** WORK TO BE COMPLETED **
Wherever the word "main" appears in the entries, copy the whole line.

GIVEN DATA Start Marker

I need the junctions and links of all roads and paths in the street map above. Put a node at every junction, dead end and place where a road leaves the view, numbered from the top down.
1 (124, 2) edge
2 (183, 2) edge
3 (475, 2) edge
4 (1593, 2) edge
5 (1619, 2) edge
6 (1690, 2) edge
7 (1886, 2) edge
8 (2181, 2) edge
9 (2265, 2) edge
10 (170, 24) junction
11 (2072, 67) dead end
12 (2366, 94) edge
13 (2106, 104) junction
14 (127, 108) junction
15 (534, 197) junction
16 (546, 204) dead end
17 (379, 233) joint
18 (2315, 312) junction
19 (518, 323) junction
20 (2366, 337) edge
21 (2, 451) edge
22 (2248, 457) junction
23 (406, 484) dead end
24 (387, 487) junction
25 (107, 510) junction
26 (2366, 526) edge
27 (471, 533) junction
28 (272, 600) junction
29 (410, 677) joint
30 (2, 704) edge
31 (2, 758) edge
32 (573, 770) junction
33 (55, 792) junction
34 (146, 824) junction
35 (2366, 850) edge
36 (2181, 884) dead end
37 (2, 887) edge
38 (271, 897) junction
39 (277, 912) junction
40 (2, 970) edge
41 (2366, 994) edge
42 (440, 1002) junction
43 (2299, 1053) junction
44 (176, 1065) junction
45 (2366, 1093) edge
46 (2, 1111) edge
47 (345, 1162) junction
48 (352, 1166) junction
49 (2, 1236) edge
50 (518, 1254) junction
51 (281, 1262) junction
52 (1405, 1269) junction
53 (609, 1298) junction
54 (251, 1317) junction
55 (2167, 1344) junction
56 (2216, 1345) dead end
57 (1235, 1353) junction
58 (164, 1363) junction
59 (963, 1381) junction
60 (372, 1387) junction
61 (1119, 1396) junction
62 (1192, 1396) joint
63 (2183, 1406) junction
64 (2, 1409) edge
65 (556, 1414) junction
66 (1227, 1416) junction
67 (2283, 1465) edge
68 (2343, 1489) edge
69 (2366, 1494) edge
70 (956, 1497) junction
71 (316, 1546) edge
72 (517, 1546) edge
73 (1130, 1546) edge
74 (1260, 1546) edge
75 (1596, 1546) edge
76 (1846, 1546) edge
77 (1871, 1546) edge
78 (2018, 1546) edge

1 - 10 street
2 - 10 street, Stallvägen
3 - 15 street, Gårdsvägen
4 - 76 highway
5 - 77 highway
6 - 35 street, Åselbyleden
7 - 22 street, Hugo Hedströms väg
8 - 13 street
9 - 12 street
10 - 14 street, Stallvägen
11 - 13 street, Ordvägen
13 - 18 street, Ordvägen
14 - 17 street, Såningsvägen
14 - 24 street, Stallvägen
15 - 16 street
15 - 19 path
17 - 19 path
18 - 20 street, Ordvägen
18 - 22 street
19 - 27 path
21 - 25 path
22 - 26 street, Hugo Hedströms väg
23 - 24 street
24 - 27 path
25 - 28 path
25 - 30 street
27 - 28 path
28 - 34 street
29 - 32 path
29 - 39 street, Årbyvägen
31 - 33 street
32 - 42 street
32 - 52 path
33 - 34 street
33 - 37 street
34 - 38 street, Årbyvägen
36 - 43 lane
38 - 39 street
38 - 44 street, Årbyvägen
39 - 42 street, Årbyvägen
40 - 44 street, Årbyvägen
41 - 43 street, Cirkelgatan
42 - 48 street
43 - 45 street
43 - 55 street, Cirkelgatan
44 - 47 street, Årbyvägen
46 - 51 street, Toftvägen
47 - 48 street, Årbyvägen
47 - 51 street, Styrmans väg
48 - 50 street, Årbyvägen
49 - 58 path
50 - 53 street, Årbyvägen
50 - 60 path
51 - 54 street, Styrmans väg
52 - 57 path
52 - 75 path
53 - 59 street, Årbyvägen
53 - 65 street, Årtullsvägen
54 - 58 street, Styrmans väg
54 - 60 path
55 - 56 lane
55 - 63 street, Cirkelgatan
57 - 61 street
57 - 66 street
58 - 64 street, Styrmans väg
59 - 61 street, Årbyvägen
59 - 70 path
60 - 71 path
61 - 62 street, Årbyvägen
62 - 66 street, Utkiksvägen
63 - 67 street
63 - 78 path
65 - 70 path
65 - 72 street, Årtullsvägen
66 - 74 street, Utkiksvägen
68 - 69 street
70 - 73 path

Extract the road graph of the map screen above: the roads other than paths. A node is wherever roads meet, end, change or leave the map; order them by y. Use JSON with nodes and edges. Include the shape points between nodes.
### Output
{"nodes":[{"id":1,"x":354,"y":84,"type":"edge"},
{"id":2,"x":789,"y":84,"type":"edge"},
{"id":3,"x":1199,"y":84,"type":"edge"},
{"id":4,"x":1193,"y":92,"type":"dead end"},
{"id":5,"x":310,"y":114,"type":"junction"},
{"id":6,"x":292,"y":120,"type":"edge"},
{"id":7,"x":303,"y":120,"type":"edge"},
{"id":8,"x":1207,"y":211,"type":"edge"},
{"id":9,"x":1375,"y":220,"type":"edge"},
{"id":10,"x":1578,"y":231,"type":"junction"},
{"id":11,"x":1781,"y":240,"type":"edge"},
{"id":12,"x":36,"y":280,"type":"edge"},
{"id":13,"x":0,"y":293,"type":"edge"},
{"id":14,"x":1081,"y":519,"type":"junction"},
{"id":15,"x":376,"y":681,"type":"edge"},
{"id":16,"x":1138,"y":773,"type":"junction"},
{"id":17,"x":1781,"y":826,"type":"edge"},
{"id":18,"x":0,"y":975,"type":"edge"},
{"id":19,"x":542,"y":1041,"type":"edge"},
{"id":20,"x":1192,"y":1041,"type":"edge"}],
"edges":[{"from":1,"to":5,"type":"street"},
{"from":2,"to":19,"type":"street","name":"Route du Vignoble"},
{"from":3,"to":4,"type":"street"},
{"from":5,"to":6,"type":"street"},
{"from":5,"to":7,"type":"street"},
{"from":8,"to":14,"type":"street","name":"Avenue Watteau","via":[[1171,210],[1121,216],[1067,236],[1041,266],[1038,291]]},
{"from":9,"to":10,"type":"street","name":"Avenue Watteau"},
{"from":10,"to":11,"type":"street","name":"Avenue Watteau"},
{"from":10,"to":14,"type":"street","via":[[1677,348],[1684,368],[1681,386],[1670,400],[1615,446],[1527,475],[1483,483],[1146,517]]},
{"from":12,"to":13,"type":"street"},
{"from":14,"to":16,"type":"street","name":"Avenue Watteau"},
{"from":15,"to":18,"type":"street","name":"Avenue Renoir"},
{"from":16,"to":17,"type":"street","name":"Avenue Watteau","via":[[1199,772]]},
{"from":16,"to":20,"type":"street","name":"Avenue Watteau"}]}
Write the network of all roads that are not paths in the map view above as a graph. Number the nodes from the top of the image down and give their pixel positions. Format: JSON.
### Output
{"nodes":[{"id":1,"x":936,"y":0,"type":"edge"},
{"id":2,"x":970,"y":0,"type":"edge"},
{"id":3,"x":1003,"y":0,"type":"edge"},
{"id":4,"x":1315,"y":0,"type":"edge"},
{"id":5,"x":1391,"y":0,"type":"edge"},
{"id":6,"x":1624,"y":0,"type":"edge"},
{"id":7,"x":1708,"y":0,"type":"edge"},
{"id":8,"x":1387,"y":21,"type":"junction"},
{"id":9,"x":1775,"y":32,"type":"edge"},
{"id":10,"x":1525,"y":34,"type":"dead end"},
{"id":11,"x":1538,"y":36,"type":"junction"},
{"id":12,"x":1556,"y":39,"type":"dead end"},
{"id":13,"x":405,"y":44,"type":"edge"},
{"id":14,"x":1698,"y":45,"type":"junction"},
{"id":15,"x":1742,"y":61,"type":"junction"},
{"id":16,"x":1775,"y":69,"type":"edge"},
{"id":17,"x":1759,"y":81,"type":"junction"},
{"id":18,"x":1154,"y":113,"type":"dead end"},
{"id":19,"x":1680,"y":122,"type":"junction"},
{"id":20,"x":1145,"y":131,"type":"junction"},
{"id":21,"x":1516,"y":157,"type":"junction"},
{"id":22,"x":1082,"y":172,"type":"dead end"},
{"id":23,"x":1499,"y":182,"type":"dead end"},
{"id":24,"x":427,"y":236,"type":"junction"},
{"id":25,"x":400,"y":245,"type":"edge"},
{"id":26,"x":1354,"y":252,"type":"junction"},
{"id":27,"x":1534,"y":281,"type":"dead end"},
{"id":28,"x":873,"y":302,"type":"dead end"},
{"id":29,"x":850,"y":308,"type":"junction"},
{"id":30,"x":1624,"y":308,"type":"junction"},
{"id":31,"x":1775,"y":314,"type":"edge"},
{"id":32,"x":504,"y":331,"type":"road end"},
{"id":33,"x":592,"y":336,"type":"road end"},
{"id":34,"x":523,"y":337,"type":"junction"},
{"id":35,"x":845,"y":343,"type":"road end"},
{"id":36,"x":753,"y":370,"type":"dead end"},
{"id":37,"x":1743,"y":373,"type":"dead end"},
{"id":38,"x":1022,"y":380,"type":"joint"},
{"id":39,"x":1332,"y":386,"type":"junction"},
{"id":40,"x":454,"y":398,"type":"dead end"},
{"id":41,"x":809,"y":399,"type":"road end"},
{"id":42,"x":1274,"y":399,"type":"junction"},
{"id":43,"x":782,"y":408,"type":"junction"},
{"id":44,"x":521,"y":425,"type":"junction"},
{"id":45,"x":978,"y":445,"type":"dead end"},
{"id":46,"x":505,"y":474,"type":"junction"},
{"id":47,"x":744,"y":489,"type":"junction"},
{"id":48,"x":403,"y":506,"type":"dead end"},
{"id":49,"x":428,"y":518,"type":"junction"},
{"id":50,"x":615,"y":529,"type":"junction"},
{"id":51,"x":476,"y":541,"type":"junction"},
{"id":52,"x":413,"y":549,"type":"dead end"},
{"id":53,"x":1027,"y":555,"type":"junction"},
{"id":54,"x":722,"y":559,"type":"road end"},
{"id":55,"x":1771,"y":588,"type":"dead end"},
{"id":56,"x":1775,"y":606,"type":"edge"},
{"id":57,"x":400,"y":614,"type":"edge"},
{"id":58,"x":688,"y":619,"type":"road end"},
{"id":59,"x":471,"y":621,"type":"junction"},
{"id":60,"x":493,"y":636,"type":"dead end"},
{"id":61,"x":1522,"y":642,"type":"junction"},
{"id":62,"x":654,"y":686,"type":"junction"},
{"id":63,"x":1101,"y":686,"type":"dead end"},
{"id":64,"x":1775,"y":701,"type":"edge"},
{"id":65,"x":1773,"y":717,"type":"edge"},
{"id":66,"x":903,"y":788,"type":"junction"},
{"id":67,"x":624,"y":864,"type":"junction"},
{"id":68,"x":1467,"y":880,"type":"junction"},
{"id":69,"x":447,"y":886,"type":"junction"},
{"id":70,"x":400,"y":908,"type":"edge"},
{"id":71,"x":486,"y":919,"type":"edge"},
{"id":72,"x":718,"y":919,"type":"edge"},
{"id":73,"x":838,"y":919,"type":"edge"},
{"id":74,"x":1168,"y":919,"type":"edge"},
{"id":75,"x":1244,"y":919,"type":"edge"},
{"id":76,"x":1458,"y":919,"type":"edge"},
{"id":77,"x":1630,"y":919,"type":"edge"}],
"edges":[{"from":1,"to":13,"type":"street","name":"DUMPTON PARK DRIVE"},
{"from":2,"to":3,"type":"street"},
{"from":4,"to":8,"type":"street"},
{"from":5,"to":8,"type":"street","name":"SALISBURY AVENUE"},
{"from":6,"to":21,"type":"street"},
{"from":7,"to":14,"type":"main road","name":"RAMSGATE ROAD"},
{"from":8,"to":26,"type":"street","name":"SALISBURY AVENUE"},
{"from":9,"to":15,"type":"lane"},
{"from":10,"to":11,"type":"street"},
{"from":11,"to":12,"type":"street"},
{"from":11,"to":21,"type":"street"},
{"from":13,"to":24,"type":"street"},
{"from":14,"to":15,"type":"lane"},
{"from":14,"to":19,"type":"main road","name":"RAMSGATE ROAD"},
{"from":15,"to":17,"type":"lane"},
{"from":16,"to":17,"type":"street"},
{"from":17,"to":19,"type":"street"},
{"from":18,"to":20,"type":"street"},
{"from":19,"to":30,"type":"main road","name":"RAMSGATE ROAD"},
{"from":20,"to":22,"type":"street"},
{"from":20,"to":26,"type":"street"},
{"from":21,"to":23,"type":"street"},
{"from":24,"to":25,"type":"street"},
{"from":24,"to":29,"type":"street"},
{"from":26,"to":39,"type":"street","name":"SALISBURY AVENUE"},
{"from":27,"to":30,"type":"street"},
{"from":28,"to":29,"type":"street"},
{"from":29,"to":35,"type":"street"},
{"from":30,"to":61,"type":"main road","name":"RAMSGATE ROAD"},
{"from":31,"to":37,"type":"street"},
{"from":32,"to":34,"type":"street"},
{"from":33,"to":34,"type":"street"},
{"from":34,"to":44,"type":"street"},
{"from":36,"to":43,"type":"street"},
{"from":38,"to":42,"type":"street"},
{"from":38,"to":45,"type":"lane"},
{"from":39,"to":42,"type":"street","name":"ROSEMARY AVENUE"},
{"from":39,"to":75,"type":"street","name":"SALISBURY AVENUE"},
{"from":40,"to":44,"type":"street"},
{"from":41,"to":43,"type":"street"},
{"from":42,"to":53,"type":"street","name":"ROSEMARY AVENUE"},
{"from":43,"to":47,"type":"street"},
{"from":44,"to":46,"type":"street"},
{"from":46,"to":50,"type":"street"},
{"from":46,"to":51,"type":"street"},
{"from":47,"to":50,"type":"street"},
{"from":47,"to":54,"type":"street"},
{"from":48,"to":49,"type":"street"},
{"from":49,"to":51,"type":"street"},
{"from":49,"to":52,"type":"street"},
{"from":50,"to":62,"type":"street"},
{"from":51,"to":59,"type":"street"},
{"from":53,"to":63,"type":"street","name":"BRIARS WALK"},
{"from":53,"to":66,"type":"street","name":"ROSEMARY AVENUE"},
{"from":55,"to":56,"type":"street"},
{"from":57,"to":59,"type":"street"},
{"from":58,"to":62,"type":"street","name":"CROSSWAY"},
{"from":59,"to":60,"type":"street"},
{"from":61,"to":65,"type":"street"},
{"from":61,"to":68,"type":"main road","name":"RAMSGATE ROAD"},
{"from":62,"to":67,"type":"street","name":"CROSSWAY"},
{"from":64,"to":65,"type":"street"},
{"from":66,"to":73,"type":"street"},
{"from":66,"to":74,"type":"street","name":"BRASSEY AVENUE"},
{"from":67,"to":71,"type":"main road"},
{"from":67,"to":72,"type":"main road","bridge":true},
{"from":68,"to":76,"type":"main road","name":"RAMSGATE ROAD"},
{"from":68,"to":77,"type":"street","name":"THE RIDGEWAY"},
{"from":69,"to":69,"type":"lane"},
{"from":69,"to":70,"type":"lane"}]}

GIVEN DATA End Marker

** RESULT FOR THIS TASK **
{"from":7,"to":14,"type":"main road","name":"RAMSGATE ROAD"},
{"from":14,"to":19,"type":"main road","name":"RAMSGATE ROAD"},
{"from":19,"to":30,"type":"main road","name":"RAMSGATE ROAD"},
{"from":30,"to":61,"type":"main road","name":"RAMSGATE ROAD"},
{"from":61,"to":68,"type":"main road","name":"RAMSGATE ROAD"},
{"from":67,"to":71,"type":"main road"},
{"from":67,"to":72,"type":"main road","bridge":true},
{"from":68,"to":76,"type":"main road","name":"RAMSGATE ROAD"},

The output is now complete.